The second part of the love test moves from telling us what Love is not to what love does. It moves from description to action. Here, we place our name and say, “does not behave rudely.” I have met some rude people in my life, and some of them Christians. They speak offensively, all in jest, of course, and say things that are inappropriate. I myself have said and done some offensive things, so no one is perfect. But, to be a Christian we must learn that where there is to be love, there are to be good manners as well. Love does not behave rudely, and neither should we.
Love “is not easily provoked”. This was and is a hard one for me, especially in my marriage. Sometimes he just makes me so mad, that I want to scream. But love does not allow others to provoke them. Love is not easily irritated or roused in anger towards another. “When the man who possesses this love gives way to provocation, he loses the balance of his soul, and grieves the Spirit of God…surely if he gets embittered against his neighbor, he does not love him as himself.” (Clarke, Blue Letter Bible) Allowing others to provoke me to anger, instead of showing mercy and kindness is not what love would do. Love would wait and breathe, pray and rely on the Lord to give us a heart ready to forgive. Are you easily provoked?

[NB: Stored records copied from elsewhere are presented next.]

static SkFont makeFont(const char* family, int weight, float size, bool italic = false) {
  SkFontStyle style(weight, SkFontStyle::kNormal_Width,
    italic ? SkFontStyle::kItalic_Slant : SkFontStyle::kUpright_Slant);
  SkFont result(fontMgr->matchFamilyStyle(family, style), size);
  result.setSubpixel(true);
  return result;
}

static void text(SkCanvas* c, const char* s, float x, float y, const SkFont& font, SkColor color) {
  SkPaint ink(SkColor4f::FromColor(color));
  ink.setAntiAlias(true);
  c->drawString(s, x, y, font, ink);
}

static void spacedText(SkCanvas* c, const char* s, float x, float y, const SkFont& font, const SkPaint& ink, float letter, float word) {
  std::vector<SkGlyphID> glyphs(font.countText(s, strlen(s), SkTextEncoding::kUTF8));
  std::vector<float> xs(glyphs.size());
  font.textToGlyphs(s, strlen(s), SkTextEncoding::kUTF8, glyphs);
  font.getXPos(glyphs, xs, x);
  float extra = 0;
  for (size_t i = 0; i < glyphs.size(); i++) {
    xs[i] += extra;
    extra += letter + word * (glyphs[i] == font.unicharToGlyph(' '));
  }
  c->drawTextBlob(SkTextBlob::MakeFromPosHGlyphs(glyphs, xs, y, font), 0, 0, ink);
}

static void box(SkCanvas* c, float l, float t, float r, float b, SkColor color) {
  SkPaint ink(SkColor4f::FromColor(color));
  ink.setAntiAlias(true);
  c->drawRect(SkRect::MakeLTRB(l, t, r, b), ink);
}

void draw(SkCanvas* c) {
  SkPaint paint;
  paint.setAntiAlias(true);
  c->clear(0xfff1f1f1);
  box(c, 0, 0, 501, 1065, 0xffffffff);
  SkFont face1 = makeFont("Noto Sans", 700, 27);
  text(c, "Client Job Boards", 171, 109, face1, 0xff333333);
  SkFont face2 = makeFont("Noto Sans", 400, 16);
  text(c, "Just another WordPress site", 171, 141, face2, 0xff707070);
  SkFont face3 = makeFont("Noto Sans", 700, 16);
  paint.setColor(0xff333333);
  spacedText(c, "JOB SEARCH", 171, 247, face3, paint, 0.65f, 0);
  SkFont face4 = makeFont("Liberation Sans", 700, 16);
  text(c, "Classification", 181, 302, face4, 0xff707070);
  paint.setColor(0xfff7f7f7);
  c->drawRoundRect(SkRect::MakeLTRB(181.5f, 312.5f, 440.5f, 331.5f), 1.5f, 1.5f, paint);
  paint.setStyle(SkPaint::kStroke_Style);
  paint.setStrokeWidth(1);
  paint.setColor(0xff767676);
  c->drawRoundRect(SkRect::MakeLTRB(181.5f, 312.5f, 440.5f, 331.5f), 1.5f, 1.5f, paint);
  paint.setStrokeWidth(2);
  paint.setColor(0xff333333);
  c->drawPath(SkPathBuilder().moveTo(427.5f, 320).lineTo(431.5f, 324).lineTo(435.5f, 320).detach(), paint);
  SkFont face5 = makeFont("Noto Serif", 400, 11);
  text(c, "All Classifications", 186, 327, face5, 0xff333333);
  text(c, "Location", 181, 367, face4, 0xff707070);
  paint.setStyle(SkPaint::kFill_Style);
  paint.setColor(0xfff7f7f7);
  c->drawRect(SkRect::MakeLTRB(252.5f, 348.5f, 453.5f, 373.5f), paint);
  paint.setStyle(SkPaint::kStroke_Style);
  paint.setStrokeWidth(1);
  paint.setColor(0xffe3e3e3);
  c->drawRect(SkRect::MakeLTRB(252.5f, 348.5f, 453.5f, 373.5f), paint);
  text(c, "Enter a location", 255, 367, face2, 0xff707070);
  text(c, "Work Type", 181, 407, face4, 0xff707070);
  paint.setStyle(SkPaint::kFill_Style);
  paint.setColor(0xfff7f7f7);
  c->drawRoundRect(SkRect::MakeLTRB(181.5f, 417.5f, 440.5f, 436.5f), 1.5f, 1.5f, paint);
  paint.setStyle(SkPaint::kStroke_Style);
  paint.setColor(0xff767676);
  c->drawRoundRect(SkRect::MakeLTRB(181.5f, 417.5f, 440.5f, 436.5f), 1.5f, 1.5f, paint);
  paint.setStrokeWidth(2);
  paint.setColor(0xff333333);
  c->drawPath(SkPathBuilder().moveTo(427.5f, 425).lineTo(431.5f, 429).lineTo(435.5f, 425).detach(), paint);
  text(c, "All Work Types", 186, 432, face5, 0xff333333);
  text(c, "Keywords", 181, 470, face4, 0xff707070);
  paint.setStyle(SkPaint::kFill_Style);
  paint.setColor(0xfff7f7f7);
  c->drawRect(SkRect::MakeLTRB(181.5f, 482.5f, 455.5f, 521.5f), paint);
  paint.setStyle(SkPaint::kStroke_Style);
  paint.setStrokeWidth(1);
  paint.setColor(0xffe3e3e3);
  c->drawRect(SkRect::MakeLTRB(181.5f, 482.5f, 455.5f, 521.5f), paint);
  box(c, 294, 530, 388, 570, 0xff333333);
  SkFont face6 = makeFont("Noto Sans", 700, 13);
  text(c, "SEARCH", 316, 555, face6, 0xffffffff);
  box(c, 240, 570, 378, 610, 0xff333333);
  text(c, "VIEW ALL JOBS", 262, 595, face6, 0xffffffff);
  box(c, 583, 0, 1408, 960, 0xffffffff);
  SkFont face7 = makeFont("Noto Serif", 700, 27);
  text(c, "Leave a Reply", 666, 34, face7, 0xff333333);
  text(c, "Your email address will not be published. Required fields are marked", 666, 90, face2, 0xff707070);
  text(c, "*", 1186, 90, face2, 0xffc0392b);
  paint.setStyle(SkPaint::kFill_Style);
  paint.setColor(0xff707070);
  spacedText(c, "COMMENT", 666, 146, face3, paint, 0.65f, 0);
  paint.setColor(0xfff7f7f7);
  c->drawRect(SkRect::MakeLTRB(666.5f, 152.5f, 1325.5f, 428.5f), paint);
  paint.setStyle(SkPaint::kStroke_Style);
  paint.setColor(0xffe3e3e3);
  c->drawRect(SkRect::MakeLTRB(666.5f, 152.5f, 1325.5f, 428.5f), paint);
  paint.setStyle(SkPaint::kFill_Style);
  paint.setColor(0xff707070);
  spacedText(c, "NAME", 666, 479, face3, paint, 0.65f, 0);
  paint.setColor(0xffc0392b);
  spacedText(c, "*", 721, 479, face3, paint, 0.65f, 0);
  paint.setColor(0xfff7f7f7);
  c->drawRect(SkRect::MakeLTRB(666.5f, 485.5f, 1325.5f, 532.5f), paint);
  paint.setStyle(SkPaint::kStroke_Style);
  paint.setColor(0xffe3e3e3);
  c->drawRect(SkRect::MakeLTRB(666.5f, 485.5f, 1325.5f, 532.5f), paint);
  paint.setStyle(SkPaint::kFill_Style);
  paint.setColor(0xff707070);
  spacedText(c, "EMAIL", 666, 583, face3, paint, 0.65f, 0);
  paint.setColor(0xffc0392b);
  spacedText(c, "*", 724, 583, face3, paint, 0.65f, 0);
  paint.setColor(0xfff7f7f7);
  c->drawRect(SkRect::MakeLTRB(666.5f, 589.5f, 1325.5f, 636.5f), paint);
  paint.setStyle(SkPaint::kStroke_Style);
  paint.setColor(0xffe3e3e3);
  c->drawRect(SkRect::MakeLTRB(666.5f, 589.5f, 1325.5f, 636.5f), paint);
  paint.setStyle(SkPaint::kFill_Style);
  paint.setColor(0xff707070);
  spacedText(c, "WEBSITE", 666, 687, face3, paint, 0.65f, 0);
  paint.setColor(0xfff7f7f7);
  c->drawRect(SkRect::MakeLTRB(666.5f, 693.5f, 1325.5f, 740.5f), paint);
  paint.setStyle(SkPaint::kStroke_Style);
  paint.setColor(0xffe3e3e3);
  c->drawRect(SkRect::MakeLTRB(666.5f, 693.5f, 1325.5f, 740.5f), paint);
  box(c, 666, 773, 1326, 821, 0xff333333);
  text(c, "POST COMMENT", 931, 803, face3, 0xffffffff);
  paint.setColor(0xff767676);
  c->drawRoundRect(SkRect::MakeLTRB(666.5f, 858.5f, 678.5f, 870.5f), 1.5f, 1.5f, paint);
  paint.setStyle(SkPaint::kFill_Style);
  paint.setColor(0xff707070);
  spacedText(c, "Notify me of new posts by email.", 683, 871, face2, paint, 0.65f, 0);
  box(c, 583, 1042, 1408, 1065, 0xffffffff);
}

Love “does not rejoice in iniquity, but rejoices in the truth”. Love does not find itself happy when someone messes up, or sins. Love wants the best for others at all times. Love seeks to know the truth of any situation. It does not laugh at the faults of others, but seeks only their good, and seeks to show them the truth. No man is perfect, and love accepts that and rejoices that Jesus is perfect, and in Him all unrighteousness is made righteous.
The last part of the love test is the hardest of all. Charles Spurgeon calls these four virtues “loves four companions”. Love, “bears all things, believes all things, hopes all things, endures all things.” Love bears all things. All means all; there is no exception to the word all. It encompasses everything and everyone. Love will hide and excuse the errors and faults of others. 1 Peter 4:8 tells us that “love will cover a multitude of sins.” Love believes; it gives others the benefit of the doubt. “Love stands in the presence of a fault, with a finger on her lip.” (Spurgeon) Love hopes for the best, believes in the best and desires to persevere under the trials and tribulations of every circumstance. Love is willing to stand beside its spouse, brother or sister and say, “I am with you, because I will bear with you, I believe in you, I have hope in God for you, and I will endure whatever comes our way with you.” Love does not give up and it does not give in.